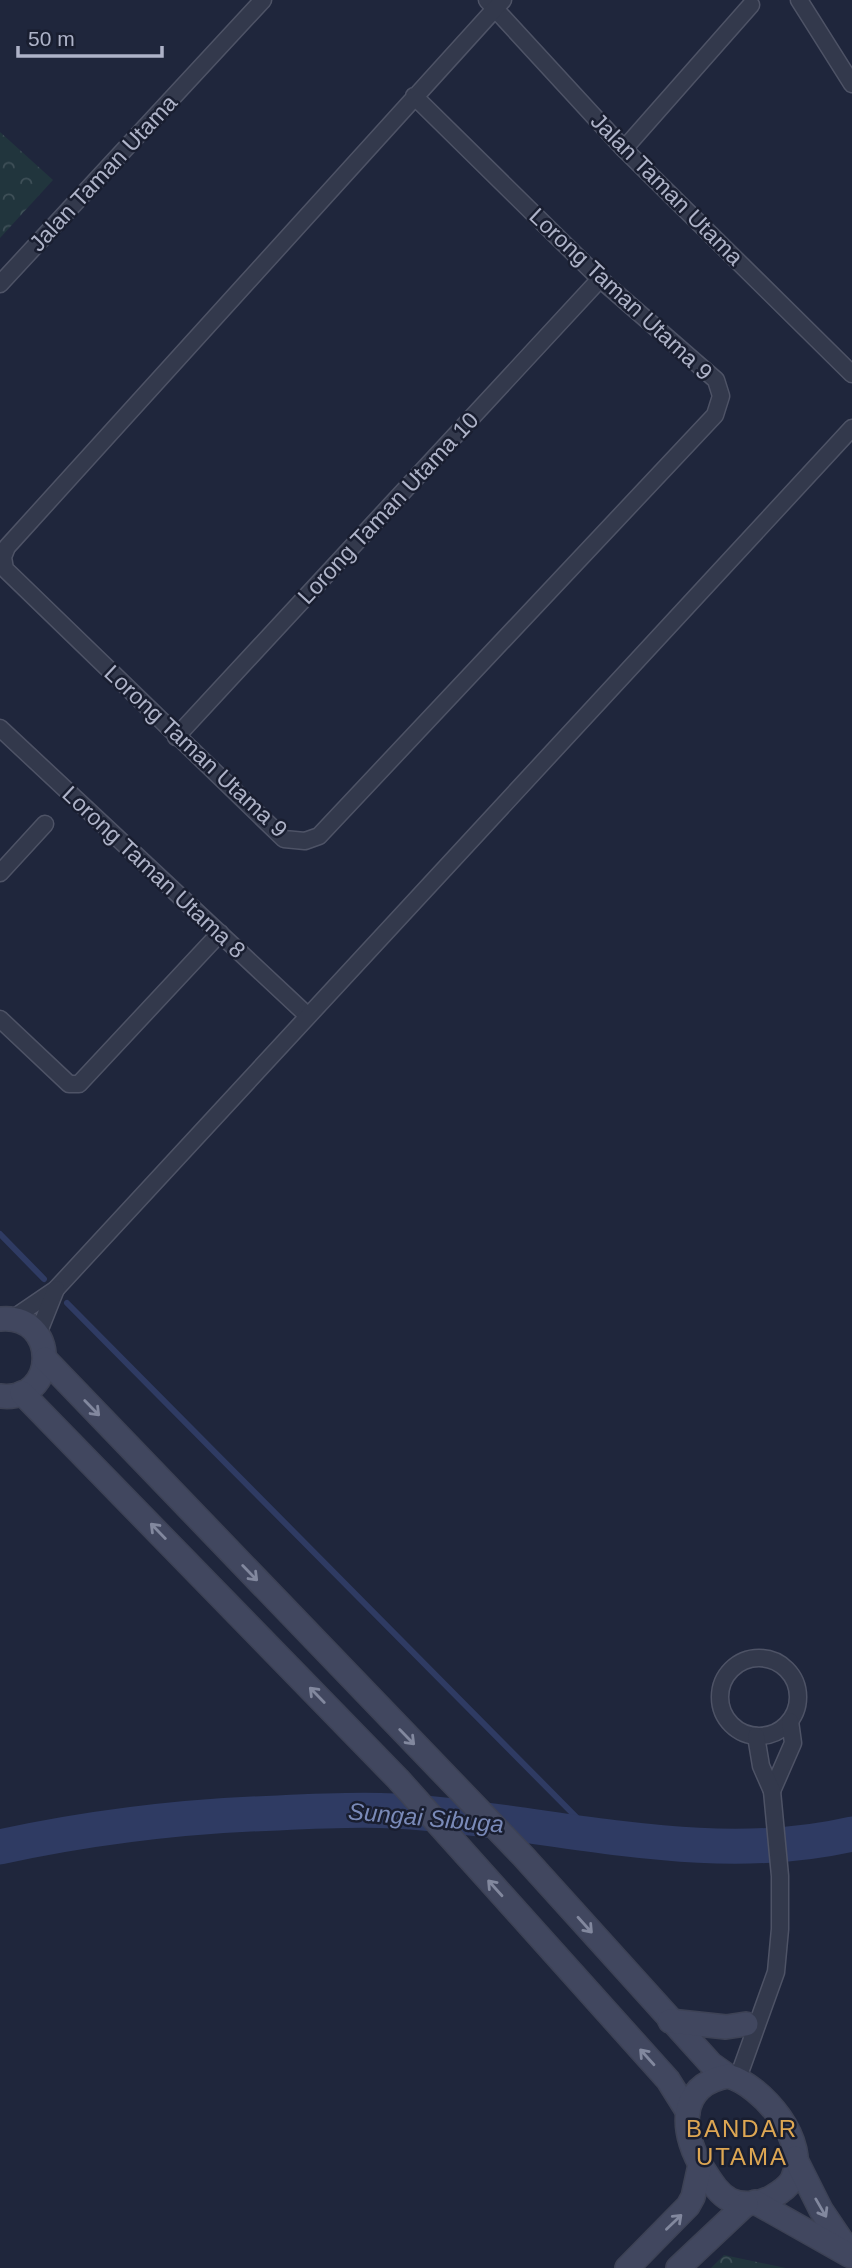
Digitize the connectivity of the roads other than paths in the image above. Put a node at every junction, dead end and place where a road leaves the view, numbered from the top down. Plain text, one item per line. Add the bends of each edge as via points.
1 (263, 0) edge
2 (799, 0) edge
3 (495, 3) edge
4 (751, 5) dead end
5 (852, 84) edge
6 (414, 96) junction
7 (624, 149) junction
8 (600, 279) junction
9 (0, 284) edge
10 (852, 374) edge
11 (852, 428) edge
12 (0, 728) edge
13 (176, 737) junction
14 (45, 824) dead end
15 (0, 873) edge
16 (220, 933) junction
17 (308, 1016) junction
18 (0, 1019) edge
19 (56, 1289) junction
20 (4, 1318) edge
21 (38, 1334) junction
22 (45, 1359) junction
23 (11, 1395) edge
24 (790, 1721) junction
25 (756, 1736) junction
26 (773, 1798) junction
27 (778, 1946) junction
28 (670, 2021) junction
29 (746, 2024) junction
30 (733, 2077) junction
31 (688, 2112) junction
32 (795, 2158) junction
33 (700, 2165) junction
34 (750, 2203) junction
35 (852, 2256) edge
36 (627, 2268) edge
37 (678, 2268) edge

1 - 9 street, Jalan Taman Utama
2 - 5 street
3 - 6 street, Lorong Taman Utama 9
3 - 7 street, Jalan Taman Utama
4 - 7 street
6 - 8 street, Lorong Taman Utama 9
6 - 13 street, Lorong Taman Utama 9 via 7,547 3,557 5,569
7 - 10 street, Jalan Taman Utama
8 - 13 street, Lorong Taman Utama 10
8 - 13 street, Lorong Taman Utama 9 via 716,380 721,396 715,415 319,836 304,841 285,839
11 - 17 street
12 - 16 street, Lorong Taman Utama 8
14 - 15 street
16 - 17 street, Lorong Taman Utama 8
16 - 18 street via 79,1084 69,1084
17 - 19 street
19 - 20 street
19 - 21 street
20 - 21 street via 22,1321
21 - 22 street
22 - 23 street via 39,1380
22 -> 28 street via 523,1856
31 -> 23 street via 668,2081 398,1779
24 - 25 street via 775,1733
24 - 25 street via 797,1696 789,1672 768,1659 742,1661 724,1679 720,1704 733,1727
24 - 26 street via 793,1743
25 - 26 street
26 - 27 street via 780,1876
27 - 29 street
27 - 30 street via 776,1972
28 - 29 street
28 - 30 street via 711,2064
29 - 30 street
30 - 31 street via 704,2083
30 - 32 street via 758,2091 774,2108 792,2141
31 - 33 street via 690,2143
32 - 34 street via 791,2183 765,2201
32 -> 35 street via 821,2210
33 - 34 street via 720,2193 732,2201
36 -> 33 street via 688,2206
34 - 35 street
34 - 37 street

********

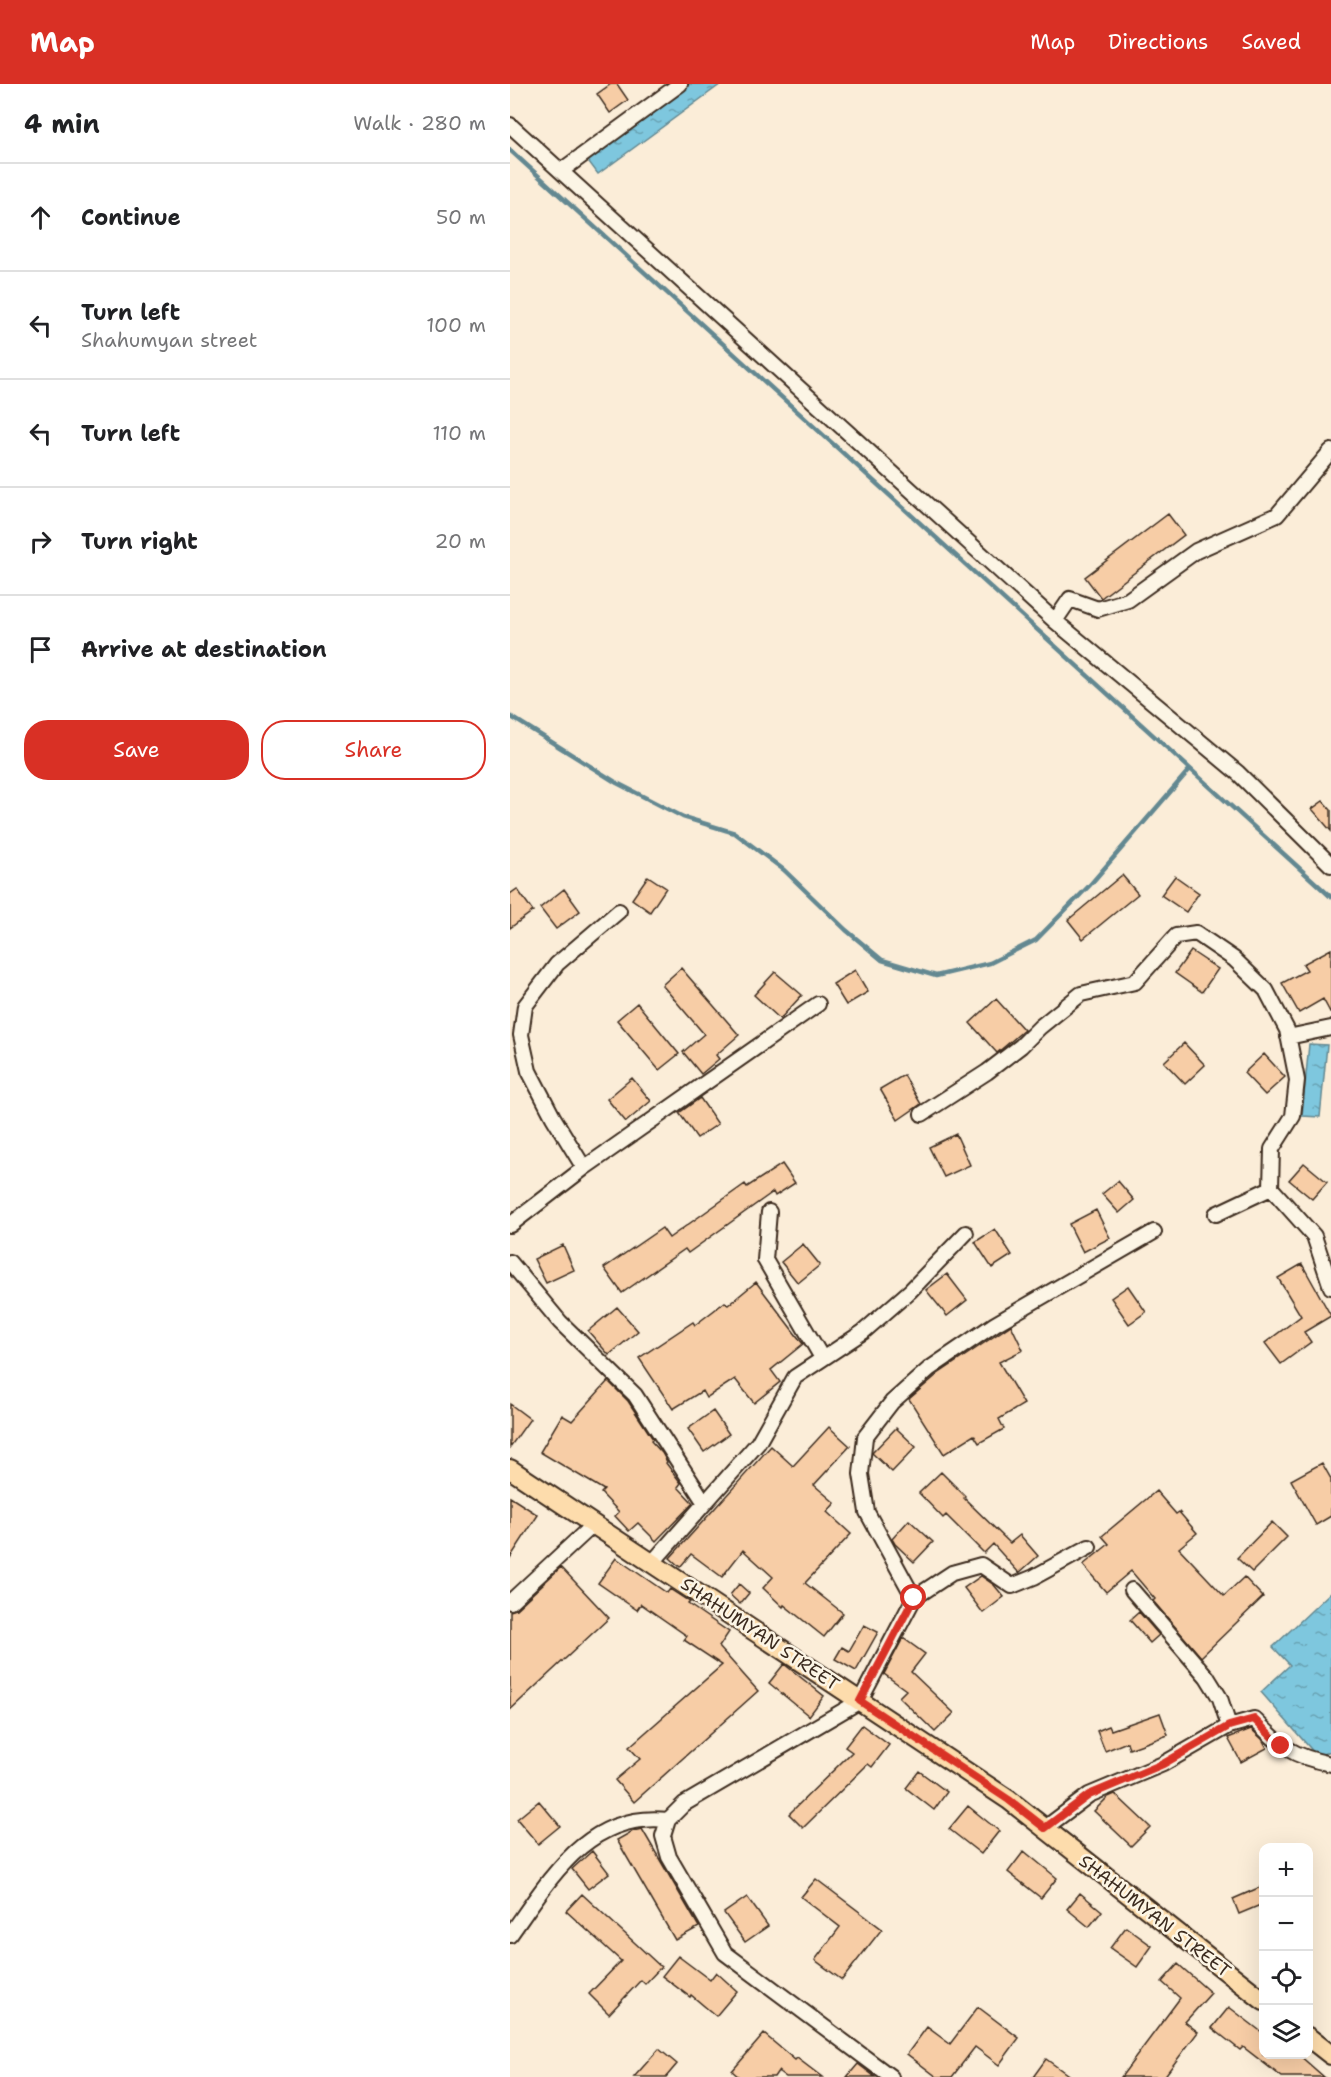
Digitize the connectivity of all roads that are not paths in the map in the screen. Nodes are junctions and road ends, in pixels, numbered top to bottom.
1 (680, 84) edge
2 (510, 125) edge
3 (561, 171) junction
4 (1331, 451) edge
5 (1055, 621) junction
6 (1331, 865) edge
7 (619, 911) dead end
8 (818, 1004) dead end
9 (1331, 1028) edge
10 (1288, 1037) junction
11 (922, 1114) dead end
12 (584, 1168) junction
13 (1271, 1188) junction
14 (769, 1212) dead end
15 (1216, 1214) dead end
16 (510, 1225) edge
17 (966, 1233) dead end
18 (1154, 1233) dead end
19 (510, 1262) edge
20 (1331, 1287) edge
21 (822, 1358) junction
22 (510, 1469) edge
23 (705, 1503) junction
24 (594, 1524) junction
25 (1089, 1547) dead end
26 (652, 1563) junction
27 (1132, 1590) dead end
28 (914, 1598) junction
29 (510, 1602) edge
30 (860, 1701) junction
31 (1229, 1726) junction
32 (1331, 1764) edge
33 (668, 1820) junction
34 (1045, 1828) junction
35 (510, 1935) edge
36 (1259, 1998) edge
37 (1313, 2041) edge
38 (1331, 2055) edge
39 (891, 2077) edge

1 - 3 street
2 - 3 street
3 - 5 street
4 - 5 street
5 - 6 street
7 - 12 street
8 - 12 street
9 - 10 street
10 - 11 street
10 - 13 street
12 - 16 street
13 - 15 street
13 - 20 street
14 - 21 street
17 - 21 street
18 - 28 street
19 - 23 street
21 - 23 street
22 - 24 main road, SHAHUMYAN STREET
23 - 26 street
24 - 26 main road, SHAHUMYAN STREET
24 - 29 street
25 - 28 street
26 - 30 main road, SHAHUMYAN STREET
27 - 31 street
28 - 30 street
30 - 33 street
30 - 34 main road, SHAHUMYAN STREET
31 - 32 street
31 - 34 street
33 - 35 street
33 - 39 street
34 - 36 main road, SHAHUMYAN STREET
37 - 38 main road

********

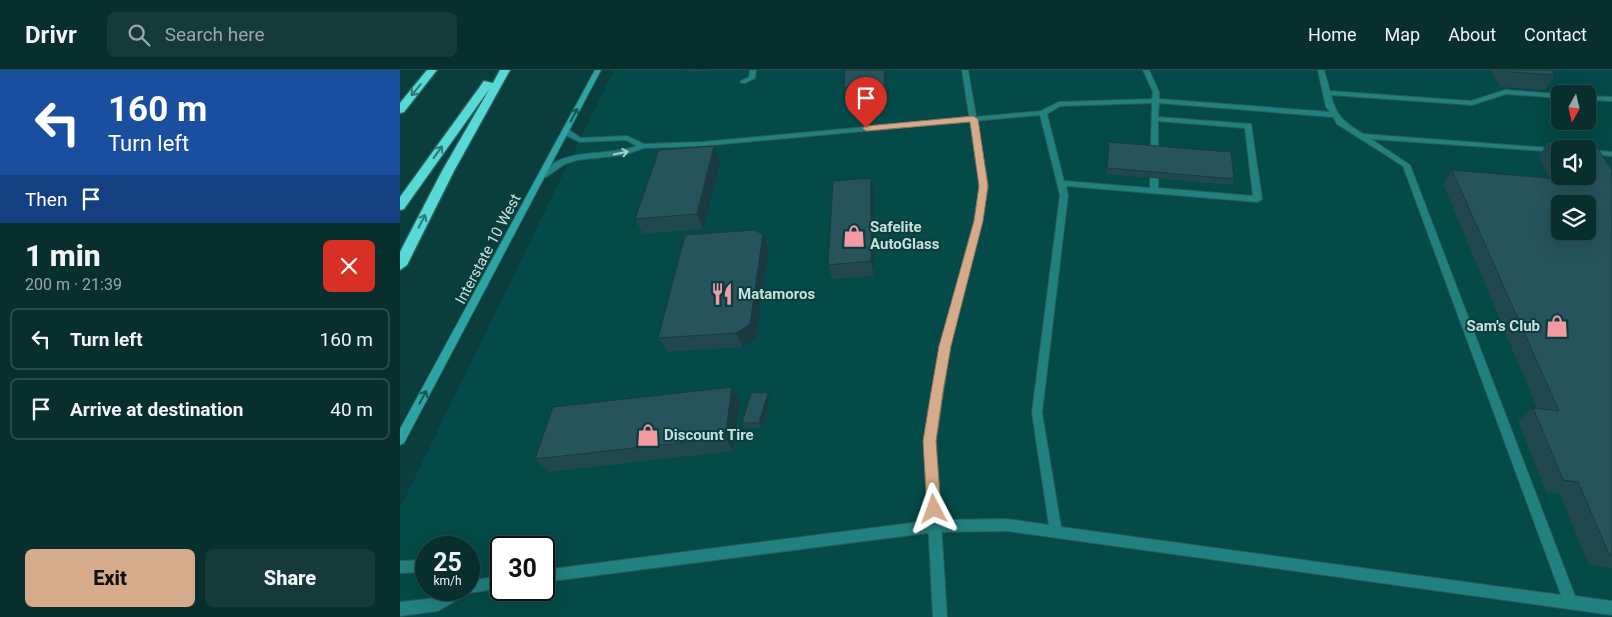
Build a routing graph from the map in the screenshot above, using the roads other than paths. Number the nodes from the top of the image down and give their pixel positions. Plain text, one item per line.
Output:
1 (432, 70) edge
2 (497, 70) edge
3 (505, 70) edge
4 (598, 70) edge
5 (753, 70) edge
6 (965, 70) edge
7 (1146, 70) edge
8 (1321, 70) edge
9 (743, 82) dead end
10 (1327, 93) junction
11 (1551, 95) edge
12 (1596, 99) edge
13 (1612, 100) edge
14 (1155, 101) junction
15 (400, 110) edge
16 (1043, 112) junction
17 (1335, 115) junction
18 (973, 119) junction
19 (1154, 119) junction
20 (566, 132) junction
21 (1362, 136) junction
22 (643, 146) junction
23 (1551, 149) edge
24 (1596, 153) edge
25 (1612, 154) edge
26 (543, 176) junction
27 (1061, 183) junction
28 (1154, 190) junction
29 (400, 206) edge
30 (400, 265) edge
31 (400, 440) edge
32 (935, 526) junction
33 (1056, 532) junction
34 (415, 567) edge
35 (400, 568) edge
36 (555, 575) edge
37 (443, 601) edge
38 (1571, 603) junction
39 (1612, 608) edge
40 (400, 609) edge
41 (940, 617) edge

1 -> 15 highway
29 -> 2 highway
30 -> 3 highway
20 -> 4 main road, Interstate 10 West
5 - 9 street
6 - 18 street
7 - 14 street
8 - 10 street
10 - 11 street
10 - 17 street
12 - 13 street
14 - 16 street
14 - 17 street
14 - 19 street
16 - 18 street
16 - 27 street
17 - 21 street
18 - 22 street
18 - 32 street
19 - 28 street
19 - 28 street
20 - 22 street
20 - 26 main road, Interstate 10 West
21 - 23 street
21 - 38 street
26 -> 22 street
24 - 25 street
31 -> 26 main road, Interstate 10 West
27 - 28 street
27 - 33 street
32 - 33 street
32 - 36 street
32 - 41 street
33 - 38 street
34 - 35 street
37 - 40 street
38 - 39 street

********

* _WHAT IS EXPECTED_
Across the records above, show each line containing the word "Digitize".

* _EXERCISE RESULT_
Digitize the connectivity of the roads other than paths in the image above. Put a node at every junction, dead end and place where a road leaves the view, numbered from the top down. Plain text, one item per line. Add the bends of each edge as via points.
Digitize the connectivity of all roads that are not paths in the map in the screen. Nodes are junctions and road ends, in pixels, numbered top to bottom.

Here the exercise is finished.